## WHAT IS BEING ASKED
Look through the records and copy each line with the string "JALAN" in it.

## RECORDS FOR PROCESSING
════════

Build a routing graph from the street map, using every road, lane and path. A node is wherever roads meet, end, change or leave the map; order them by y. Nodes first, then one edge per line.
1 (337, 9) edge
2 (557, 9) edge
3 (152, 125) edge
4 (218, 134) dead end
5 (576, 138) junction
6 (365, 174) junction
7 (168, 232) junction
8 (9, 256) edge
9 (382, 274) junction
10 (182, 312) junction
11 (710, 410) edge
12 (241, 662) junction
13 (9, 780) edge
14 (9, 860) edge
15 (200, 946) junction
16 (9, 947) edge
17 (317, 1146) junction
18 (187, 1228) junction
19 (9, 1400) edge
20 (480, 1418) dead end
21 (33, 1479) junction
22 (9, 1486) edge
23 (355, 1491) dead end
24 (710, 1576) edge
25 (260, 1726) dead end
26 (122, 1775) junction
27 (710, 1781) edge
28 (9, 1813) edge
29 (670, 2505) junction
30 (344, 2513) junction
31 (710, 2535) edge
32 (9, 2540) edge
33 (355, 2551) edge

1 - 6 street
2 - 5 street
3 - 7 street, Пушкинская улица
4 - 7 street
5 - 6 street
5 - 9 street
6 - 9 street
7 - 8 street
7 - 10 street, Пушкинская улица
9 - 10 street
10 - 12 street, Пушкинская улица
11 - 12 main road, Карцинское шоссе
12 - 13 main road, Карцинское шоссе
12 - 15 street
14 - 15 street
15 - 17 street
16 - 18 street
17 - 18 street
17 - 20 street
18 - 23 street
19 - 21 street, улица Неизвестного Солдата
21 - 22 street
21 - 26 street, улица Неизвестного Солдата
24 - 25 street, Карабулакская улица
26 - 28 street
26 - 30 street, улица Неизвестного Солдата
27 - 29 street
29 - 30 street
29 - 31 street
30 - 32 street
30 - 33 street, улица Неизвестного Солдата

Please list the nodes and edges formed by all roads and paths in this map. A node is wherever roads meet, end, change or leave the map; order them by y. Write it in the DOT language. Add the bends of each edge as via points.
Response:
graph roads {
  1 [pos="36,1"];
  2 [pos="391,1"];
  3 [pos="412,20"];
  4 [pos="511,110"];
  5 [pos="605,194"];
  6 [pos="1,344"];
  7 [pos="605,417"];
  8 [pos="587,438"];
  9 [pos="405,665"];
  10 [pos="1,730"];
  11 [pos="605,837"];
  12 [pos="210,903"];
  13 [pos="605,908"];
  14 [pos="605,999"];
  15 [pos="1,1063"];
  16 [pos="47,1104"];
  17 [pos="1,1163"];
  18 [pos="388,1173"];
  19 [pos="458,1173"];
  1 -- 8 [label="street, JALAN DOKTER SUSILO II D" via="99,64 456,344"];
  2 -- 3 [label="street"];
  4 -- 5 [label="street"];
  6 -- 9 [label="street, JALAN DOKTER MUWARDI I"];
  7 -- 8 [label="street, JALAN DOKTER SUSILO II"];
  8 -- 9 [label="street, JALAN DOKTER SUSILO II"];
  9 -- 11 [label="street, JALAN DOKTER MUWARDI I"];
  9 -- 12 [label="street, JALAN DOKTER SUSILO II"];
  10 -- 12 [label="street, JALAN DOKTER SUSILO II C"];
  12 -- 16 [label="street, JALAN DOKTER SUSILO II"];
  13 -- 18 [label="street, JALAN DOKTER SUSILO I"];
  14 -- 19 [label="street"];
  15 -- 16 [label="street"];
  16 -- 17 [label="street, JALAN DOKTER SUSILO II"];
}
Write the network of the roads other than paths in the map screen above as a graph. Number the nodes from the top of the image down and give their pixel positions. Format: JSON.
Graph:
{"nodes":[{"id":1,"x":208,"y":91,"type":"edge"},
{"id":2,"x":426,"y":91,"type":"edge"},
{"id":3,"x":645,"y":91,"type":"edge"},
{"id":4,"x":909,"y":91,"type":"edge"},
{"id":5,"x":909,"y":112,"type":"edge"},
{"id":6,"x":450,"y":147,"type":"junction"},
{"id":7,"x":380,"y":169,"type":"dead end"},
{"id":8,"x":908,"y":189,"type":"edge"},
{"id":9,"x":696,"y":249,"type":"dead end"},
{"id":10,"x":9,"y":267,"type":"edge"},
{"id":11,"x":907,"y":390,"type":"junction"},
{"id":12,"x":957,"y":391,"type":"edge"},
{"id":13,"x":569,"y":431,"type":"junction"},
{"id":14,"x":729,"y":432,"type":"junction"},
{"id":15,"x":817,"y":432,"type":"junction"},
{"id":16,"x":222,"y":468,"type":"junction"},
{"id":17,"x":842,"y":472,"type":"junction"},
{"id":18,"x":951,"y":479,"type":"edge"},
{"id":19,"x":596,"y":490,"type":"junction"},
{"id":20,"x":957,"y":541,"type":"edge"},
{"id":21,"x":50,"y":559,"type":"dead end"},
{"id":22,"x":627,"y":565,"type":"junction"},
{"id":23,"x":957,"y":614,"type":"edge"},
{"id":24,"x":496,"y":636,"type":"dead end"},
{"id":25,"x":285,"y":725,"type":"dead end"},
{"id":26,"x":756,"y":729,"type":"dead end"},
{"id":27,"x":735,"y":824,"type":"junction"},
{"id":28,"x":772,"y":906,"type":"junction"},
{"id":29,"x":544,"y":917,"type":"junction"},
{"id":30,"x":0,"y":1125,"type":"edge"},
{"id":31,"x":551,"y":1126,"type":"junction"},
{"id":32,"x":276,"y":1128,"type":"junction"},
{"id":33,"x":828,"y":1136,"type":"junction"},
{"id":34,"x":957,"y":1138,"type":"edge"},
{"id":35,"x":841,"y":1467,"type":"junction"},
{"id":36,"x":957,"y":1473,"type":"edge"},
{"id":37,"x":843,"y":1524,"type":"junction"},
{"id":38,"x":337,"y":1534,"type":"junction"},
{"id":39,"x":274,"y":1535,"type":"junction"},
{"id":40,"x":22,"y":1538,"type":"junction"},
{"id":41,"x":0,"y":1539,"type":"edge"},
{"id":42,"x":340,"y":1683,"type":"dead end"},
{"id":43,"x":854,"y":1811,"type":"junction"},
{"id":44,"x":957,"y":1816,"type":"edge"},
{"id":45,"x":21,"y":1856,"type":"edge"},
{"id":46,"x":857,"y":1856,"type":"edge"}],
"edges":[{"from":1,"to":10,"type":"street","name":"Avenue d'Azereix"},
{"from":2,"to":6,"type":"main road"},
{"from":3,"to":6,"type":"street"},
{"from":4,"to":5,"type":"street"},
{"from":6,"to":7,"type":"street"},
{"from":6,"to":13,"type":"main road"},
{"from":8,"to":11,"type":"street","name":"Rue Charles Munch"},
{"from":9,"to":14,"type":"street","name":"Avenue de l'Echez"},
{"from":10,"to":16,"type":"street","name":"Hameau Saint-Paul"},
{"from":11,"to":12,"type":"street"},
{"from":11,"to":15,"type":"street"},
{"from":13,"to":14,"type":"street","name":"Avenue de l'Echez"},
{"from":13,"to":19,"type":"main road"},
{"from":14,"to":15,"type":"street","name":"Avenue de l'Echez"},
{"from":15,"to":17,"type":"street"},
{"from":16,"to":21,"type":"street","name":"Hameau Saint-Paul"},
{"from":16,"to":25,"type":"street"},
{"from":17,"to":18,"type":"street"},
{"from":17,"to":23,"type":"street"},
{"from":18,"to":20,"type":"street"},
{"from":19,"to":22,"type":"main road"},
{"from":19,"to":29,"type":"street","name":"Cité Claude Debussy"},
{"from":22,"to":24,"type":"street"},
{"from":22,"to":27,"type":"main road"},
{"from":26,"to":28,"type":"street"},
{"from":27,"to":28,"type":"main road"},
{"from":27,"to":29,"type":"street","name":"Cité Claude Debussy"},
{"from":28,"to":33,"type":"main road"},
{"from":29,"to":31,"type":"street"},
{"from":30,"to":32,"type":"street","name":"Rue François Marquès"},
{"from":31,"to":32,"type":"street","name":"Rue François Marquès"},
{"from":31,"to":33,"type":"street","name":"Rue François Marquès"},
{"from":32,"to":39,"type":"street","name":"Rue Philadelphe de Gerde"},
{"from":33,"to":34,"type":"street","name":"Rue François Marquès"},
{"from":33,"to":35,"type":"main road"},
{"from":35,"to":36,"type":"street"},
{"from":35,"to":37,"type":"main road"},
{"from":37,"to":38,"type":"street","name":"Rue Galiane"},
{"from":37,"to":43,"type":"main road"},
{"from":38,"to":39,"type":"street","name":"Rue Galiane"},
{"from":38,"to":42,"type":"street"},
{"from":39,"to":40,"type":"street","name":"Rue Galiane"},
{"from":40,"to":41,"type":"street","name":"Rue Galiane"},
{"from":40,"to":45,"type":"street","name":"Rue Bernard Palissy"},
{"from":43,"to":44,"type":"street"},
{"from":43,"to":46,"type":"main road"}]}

════════

## RESPONSE AREA
  1 -- 8 [label="street, JALAN DOKTER SUSILO II D" via="99,64 456,344"];
  6 -- 9 [label="street, JALAN DOKTER MUWARDI I"];
  7 -- 8 [label="street, JALAN DOKTER SUSILO II"];
  8 -- 9 [label="street, JALAN DOKTER SUSILO II"];
  9 -- 11 [label="street, JALAN DOKTER MUWARDI I"];
  9 -- 12 [label="street, JALAN DOKTER SUSILO II"];
  10 -- 12 [label="street, JALAN DOKTER SUSILO II C"];
  12 -- 16 [label="street, JALAN DOKTER SUSILO II"];
  13 -- 18 [label="street, JALAN DOKTER SUSILO I"];
  16 -- 17 [label="street, JALAN DOKTER SUSILO II"];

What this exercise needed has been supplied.